I am currently reading up on the pass through business deduction so I don't have to waste your time more. It doesn't seem to be factored in on your calculations though.
No, my example was meant to be fairly simple to illustrate the concept. That concept still holds true even including that deduction. That deduction simply lowers the effective rate of tax on the business income. It does nothing to help with the FICA tax problem, however.
 

unliable

Junior Member
The biggest part of this scenario I misunderstood was that the amount distributed is still taxed. I thought that portion was considered tax free not just FICA tax free.

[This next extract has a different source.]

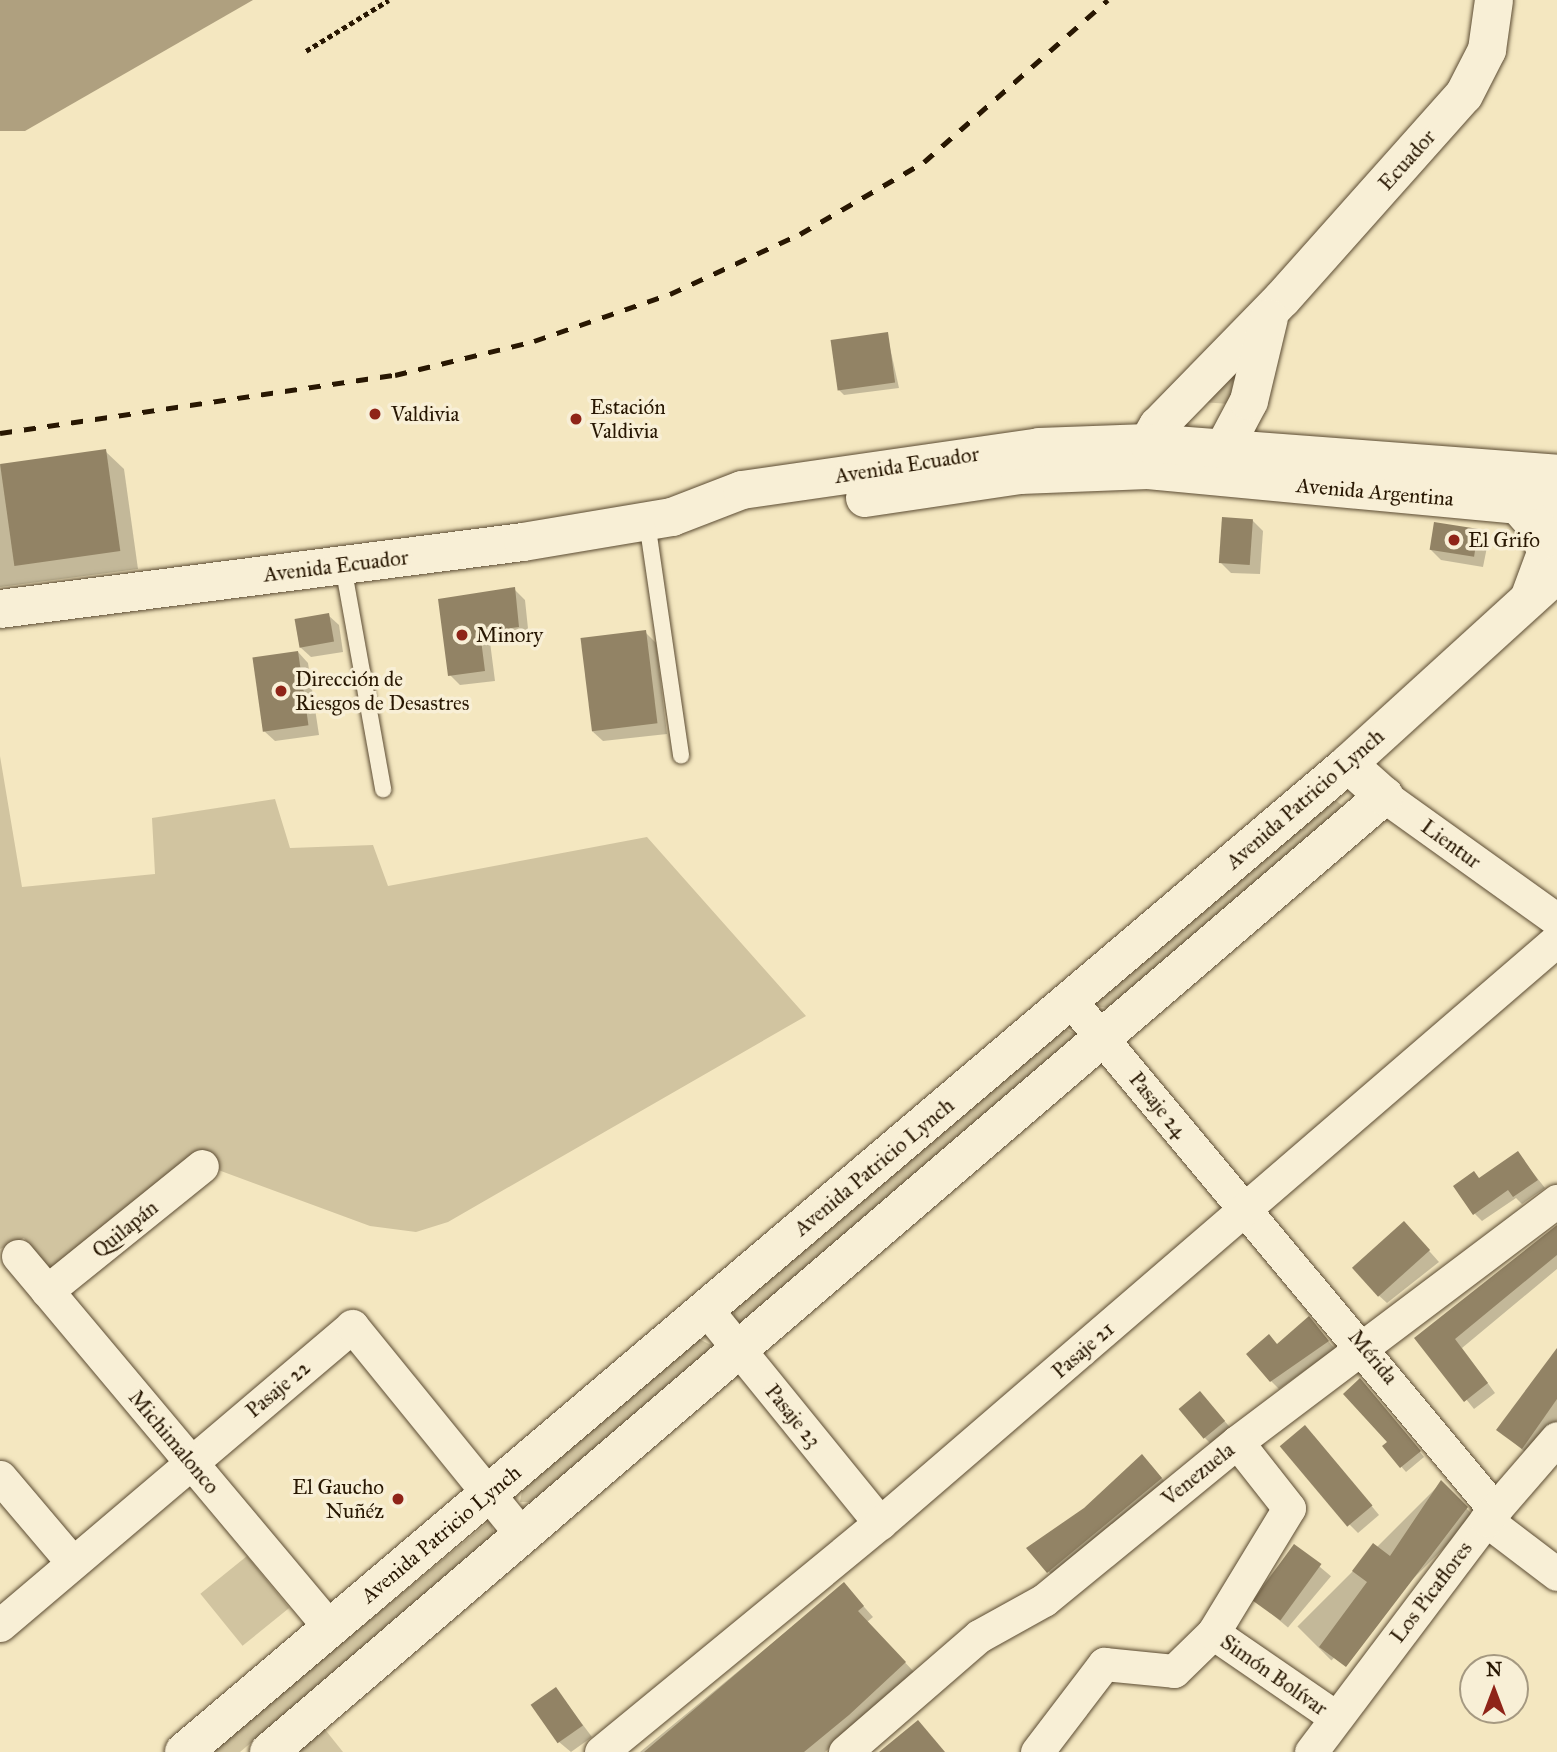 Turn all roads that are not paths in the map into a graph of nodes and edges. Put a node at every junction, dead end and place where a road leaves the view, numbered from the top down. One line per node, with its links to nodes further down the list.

Thanks for taking the time to help me understand.
 

Taxing Matters

Overtaxed Member
The biggest part of this scenario I misunderstood was that the amount distributed is still taxed. I thought that portion was considered tax free not just FICA tax free.

Thanks for taking the time to help me understand.
You're welcome. I'm glad that the discussion was useful to you. Just a minor note though. The income of the S-corporation is taxable to the owners regardless of whether that income is distributed. So even if you make no distributions and keep every penny of profit in the S-corporation, you still include all that profit on your income tax return.